[Problem details] Pictures should be omitted; restate word for word the lines from the one holding "Digitize the connectivity" through the last line of the entries below.

+-------+

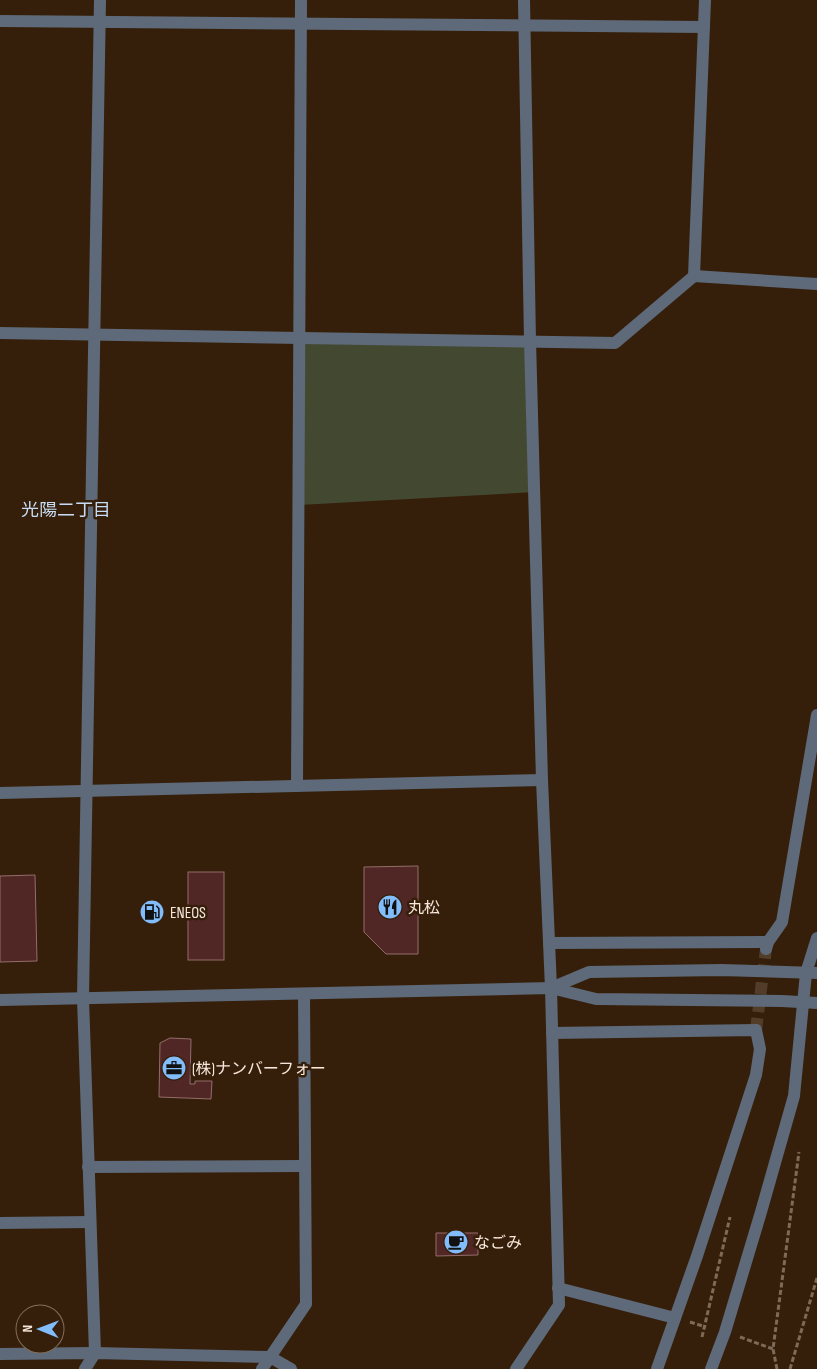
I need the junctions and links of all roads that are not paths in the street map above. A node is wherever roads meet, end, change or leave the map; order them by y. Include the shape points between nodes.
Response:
1 (100, 0) edge
2 (301, 0) edge
3 (524, 0) edge
4 (705, 0) edge
5 (0, 21) edge
6 (100, 21) junction
7 (301, 23) junction
8 (524, 26) junction
9 (704, 27) junction
10 (694, 276) junction
11 (817, 284) edge
12 (0, 334) edge
13 (94, 335) junction
14 (300, 338) junction
15 (530, 341) junction
16 (817, 715) edge
17 (542, 780) junction
18 (297, 786) junction
19 (86, 791) junction
20 (0, 793) edge
21 (817, 938) edge
22 (550, 943) junction
23 (812, 973) edge
24 (551, 988) junction
25 (304, 994) junction
26 (83, 998) junction
27 (0, 1000) edge
28 (812, 1003) edge
29 (552, 1033) junction
30 (305, 1166) junction
31 (88, 1167) junction
32 (90, 1222) junction
33 (0, 1223) edge
34 (558, 1288) junction
35 (675, 1318) junction
36 (0, 1354) edge
37 (95, 1354) junction
38 (270, 1356) junction
39 (85, 1369) edge
40 (262, 1369) edge
41 (291, 1369) edge
42 (516, 1369) edge
43 (657, 1369) edge
44 (711, 1369) edge

1 - 6 street
2 - 7 street
3 - 8 street
4 - 9 street
5 - 6 street
6 - 7 street
6 - 13 street
7 - 8 street
7 - 14 street
8 - 9 street
8 - 15 street
9 - 10 street
10 - 11 street
10 - 15 street via 615,343
12 - 13 street
13 - 14 street
13 - 19 street
14 - 15 street
14 - 18 street
15 - 17 street
16 - 22 street via 782,922 767,945
17 - 18 street
17 - 22 street
18 - 19 street
19 - 20 street
19 - 26 street
21 - 23 street
22 - 24 street
23 - 24 street via 721,970 589,972
23 - 28 street
24 - 25 street
24 - 28 street via 596,999
24 - 29 street
25 - 26 street
25 - 30 street
26 - 27 street
26 - 31 street
28 - 44 street via 794,1096 725,1332
29 - 34 street
29 - 35 street via 756,1030 760,1049 756,1075
30 - 31 street
30 - 38 street via 306,1304
31 - 32 street
32 - 33 street
32 - 37 street
34 - 35 street
34 - 42 street via 559,1305
35 - 43 street
36 - 37 street
37 - 38 street
37 - 39 street
38 - 40 street
38 - 41 street

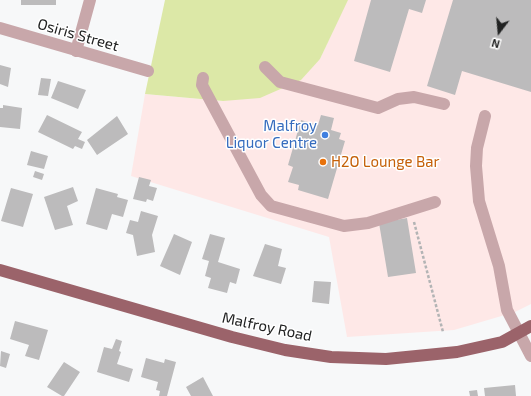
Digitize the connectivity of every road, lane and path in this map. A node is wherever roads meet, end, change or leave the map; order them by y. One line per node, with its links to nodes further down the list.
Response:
1 (90, 0): 3 (street)
2 (0, 28): 3 (street, Osiris Street)
3 (76, 51): 5 (street, Osiris Street)
4 (265, 67): 7 (street)
5 (148, 71)
6 (202, 78): 9 (street)
7 (444, 104)
8 (485, 116): 14 (street)
9 (435, 202)
10 (412, 216): 13 (path)
11 (0, 270): 14 (main road, Malfroy Road)
12 (531, 326): 14 (main road, Malfroy Road)
13 (443, 332)
14 (518, 333): 15 (street)
15 (531, 356)

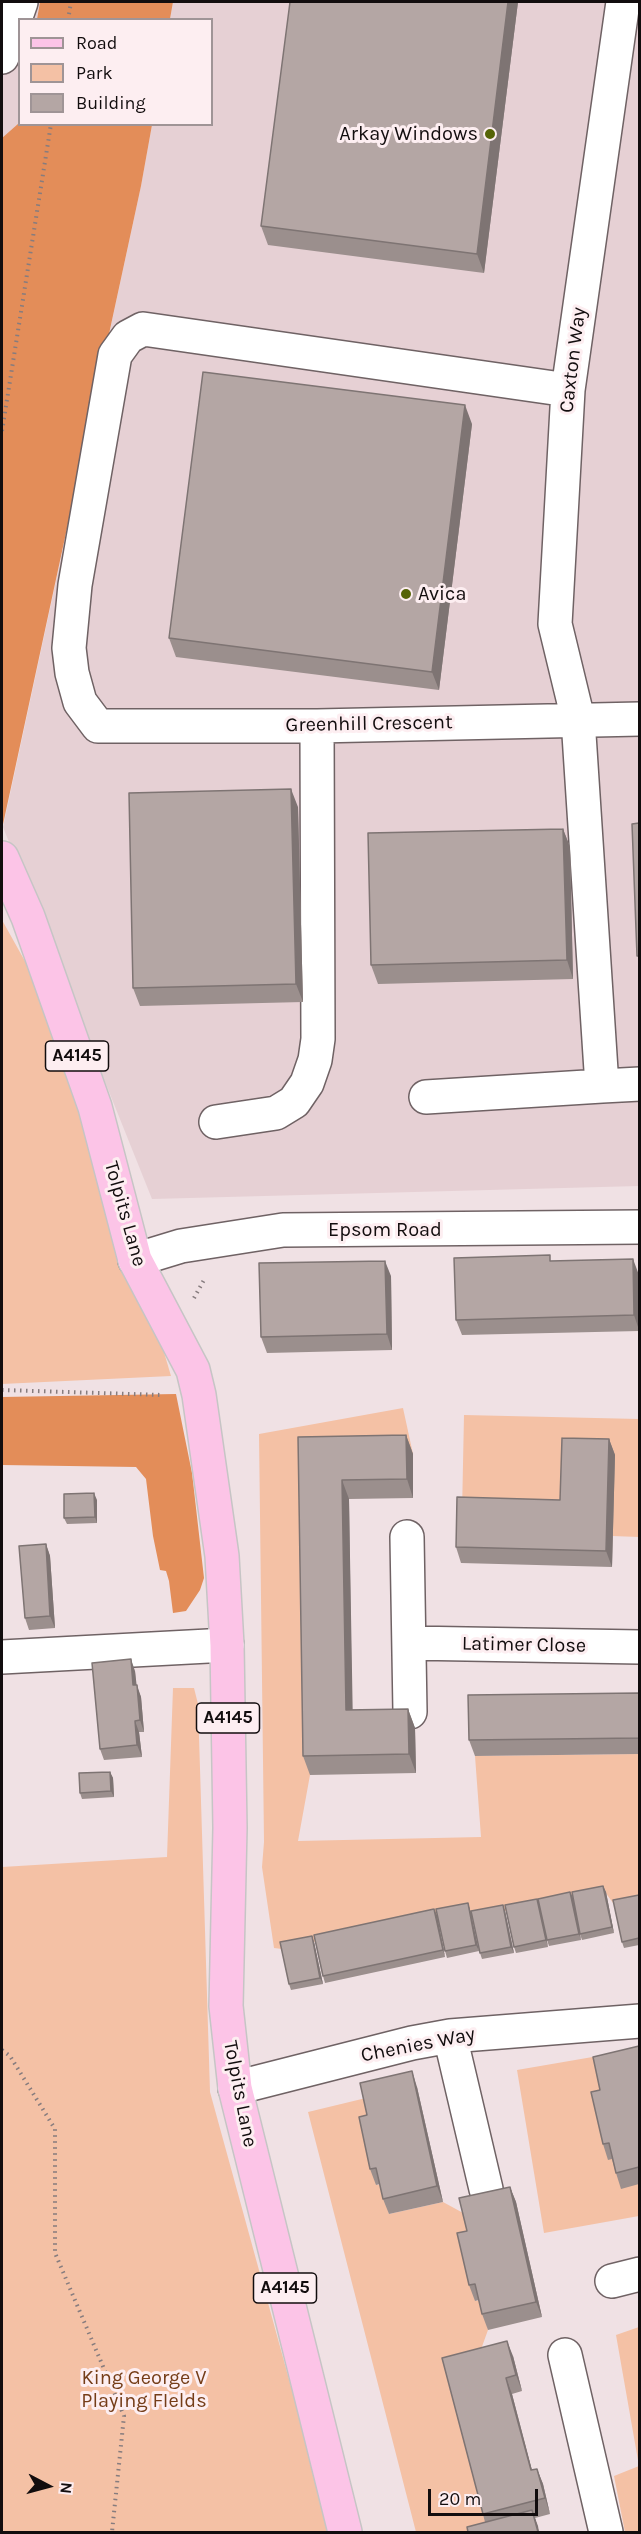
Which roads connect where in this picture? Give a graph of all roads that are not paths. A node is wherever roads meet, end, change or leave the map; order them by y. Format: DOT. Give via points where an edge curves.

+-------+

[Completed exercise]
Digitize the connectivity of every road, lane and path in this map. A node is wherever roads meet, end, change or leave the map; order them by y. One line per node, with its links to nodes further down the list.
Response:
1 (90, 0): 3 (street)
2 (0, 28): 3 (street, Osiris Street)
3 (76, 51): 5 (street, Osiris Street)
4 (265, 67): 7 (street)
5 (148, 71)
6 (202, 78): 9 (street)
7 (444, 104)
8 (485, 116): 14 (street)
9 (435, 202)
10 (412, 216): 13 (path)
11 (0, 270): 14 (main road, Malfroy Road)
12 (531, 326): 14 (main road, Malfroy Road)
13 (443, 332)
14 (518, 333): 15 (street)
15 (531, 356)

Which roads connect where in this picture? Give a graph of all roads that are not paths. A node is wherever roads meet, end, change or leave the map; order them by y. Format: DOT. Give via points where an edge curves.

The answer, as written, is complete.